### [Saved entries]
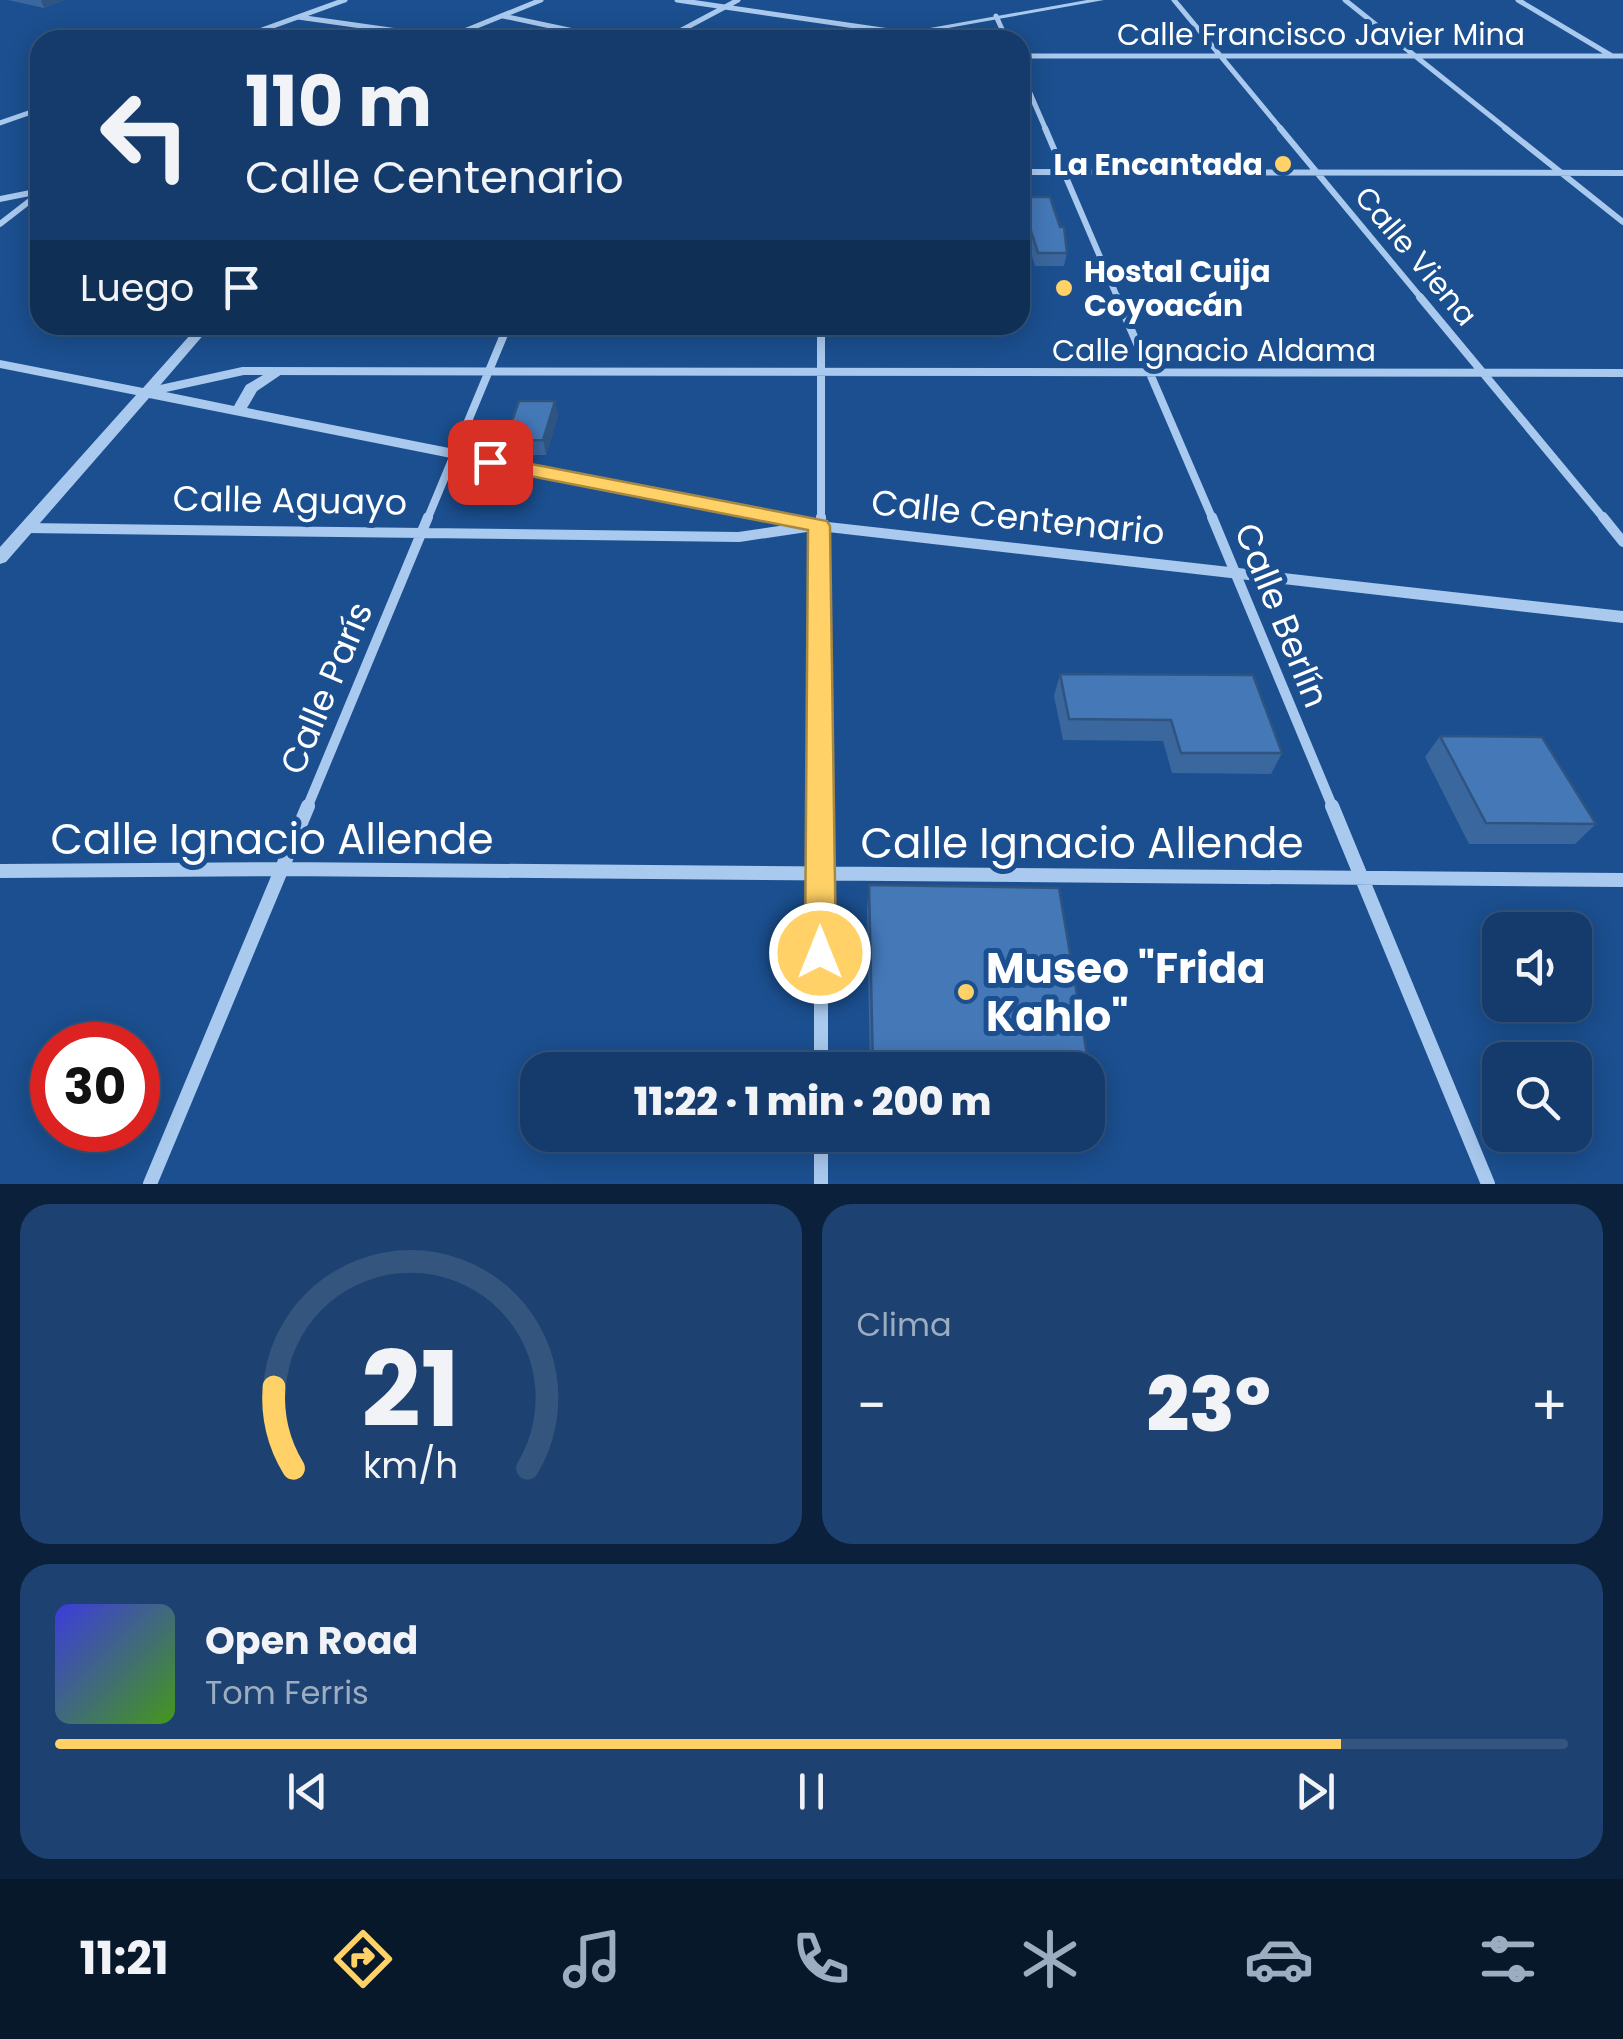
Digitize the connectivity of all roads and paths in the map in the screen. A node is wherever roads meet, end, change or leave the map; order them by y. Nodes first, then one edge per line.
1 (345, 0) edge
2 (541, 0) edge
3 (678, 0) edge
4 (738, 0) edge
5 (1064, 0) edge
6 (1100, 0) edge
7 (1174, 0) edge
8 (1345, 0) edge
9 (1518, 0) edge
10 (1081, 3) junction
11 (725, 7) junction
12 (502, 16) junction
13 (996, 16) junction
14 (298, 17) junction
15 (262, 30) edge
16 (390, 30) edge
17 (467, 30) edge
18 (568, 30) edge
19 (682, 30) edge
20 (882, 30) edge
21 (919, 30) edge
22 (1002, 30) edge
23 (1030, 56) edge
24 (1220, 56) junction
25 (1415, 56) junction
26 (1613, 56) junction
27 (1623, 59) edge
28 (1030, 92) edge
29 (30, 113) edge
30 (0, 124) edge
31 (1066, 171) junction
32 (1030, 172) edge
33 (1317, 172) junction
34 (1562, 173) junction
35 (1623, 173) edge
36 (30, 194) edge
37 (0, 199) edge
38 (30, 200) edge
39 (1623, 222) edge
40 (0, 224) edge
41 (197, 335) edge
42 (504, 335) edge
43 (821, 335) edge
44 (0, 364) edge
45 (277, 371) junction
46 (489, 371) junction
47 (1151, 372) junction
48 (1483, 372) junction
49 (1623, 373) edge
50 (821, 374) junction
51 (147, 392) junction
52 (239, 409) junction
53 (454, 456) junction
54 (819, 526) junction
55 (0, 528) edge
56 (25, 528) junction
57 (422, 532) junction
58 (1623, 542) edge
59 (0, 558) edge
60 (1235, 571) junction
61 (1623, 617) edge
62 (280, 869) junction
63 (0, 871) edge
64 (820, 875) junction
65 (1359, 876) junction
66 (1623, 880) edge
67 (820, 1052) edge
68 (821, 1152) edge
69 (150, 1184) edge
70 (821, 1184) edge
71 (1488, 1184) edge

1 - 14 street
2 - 12 street
3 - 11 street
4 - 11 street
5 - 10 street
6 - 10 street
7 - 24 street, Calle Viena
8 - 25 street
9 - 26 street
10 - 13 street
11 - 19 street
11 - 20 street
12 - 17 street
12 - 18 street
13 - 21 street
13 - 22 street
14 - 15 street
14 - 16 street
23 - 24 street, Calle Francisco Javier Mina
24 - 25 street, Calle Francisco Javier Mina
24 - 33 street, Calle Viena
25 - 26 street, Calle Francisco Javier Mina
25 - 34 street
26 - 27 street, Calle Francisco Javier Mina
28 - 31 street, Calle Berlín
29 - 30 street
31 - 32 street
31 - 33 street
31 - 47 street, Calle Berlín
33 - 34 street
33 - 48 street, Calle Viena
34 - 35 street
34 - 39 street
36 - 37 street
38 - 40 street
41 - 51 street
42 - 46 street, Calle París
43 - 50 street
44 - 51 street, Calle Centenario
45 - 46 street, Calle Ignacio Aldama
45 - 51 street, Calle Ignacio Aldama
45 - 52 street
46 - 50 street, Calle Ignacio Aldama
46 - 53 street, Calle París
47 - 48 street, Calle Ignacio Aldama
47 - 50 street, Calle Ignacio Aldama
47 - 60 street, Calle Berlín
48 - 49 street, Calle Ignacio Aldama
48 - 58 street, Calle Viena
50 - 54 street
51 - 52 street, Calle Centenario
51 - 56 street
52 - 53 street, Calle Centenario
53 - 54 street, Calle Centenario
53 - 57 street, Calle París
54 - 57 street, Calle Aguayo
54 - 60 street, Calle Centenario
54 - 64 street
55 - 56 street, Calle Aguayo
56 - 57 street, Calle Aguayo
56 - 59 street
57 - 62 street, Calle París
60 - 61 street, Calle Centenario
60 - 65 street, Calle Berlín
62 - 63 street, Calle Ignacio Allende
62 - 64 street, Calle Ignacio Allende
62 - 69 street, Calle París
64 - 65 street, Calle Ignacio Allende
64 - 67 street
65 - 66 street, Calle Ignacio Allende
65 - 71 street, Calle Berlín
68 - 70 street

### [Requirement]
Write out the data precisely as given, excluding the pictures.

### [Written answer]
Digitize the connectivity of all roads and paths in the map in the screen. A node is wherever roads meet, end, change or leave the map; order them by y. Nodes first, then one edge per line.
1 (345, 0) edge
2 (541, 0) edge
3 (678, 0) edge
4 (738, 0) edge
5 (1064, 0) edge
6 (1100, 0) edge
7 (1174, 0) edge
8 (1345, 0) edge
9 (1518, 0) edge
10 (1081, 3) junction
11 (725, 7) junction
12 (502, 16) junction
13 (996, 16) junction
14 (298, 17) junction
15 (262, 30) edge
16 (390, 30) edge
17 (467, 30) edge
18 (568, 30) edge
19 (682, 30) edge
20 (882, 30) edge
21 (919, 30) edge
22 (1002, 30) edge
23 (1030, 56) edge
24 (1220, 56) junction
25 (1415, 56) junction
26 (1613, 56) junction
27 (1623, 59) edge
28 (1030, 92) edge
29 (30, 113) edge
30 (0, 124) edge
31 (1066, 171) junction
32 (1030, 172) edge
33 (1317, 172) junction
34 (1562, 173) junction
35 (1623, 173) edge
36 (30, 194) edge
37 (0, 199) edge
38 (30, 200) edge
39 (1623, 222) edge
40 (0, 224) edge
41 (197, 335) edge
42 (504, 335) edge
43 (821, 335) edge
44 (0, 364) edge
45 (277, 371) junction
46 (489, 371) junction
47 (1151, 372) junction
48 (1483, 372) junction
49 (1623, 373) edge
50 (821, 374) junction
51 (147, 392) junction
52 (239, 409) junction
53 (454, 456) junction
54 (819, 526) junction
55 (0, 528) edge
56 (25, 528) junction
57 (422, 532) junction
58 (1623, 542) edge
59 (0, 558) edge
60 (1235, 571) junction
61 (1623, 617) edge
62 (280, 869) junction
63 (0, 871) edge
64 (820, 875) junction
65 (1359, 876) junction
66 (1623, 880) edge
67 (820, 1052) edge
68 (821, 1152) edge
69 (150, 1184) edge
70 (821, 1184) edge
71 (1488, 1184) edge

1 - 14 street
2 - 12 street
3 - 11 street
4 - 11 street
5 - 10 street
6 - 10 street
7 - 24 street, Calle Viena
8 - 25 street
9 - 26 street
10 - 13 street
11 - 19 street
11 - 20 street
12 - 17 street
12 - 18 street
13 - 21 street
13 - 22 street
14 - 15 street
14 - 16 street
23 - 24 street, Calle Francisco Javier Mina
24 - 25 street, Calle Francisco Javier Mina
24 - 33 street, Calle Viena
25 - 26 street, Calle Francisco Javier Mina
25 - 34 street
26 - 27 street, Calle Francisco Javier Mina
28 - 31 street, Calle Berlín
29 - 30 street
31 - 32 street
31 - 33 street
31 - 47 street, Calle Berlín
33 - 34 street
33 - 48 street, Calle Viena
34 - 35 street
34 - 39 street
36 - 37 street
38 - 40 street
41 - 51 street
42 - 46 street, Calle París
43 - 50 street
44 - 51 street, Calle Centenario
45 - 46 street, Calle Ignacio Aldama
45 - 51 street, Calle Ignacio Aldama
45 - 52 street
46 - 50 street, Calle Ignacio Aldama
46 - 53 street, Calle París
47 - 48 street, Calle Ignacio Aldama
47 - 50 street, Calle Ignacio Aldama
47 - 60 street, Calle Berlín
48 - 49 street, Calle Ignacio Aldama
48 - 58 street, Calle Viena
50 - 54 street
51 - 52 street, Calle Centenario
51 - 56 street
52 - 53 street, Calle Centenario
53 - 54 street, Calle Centenario
53 - 57 street, Calle París
54 - 57 street, Calle Aguayo
54 - 60 street, Calle Centenario
54 - 64 street
55 - 56 street, Calle Aguayo
56 - 57 street, Calle Aguayo
56 - 59 street
57 - 62 street, Calle París
60 - 61 street, Calle Centenario
60 - 65 street, Calle Berlín
62 - 63 street, Calle Ignacio Allende
62 - 64 street, Calle Ignacio Allende
62 - 69 street, Calle París
64 - 65 street, Calle Ignacio Allende
64 - 67 street
65 - 66 street, Calle Ignacio Allende
65 - 71 street, Calle Berlín
68 - 70 street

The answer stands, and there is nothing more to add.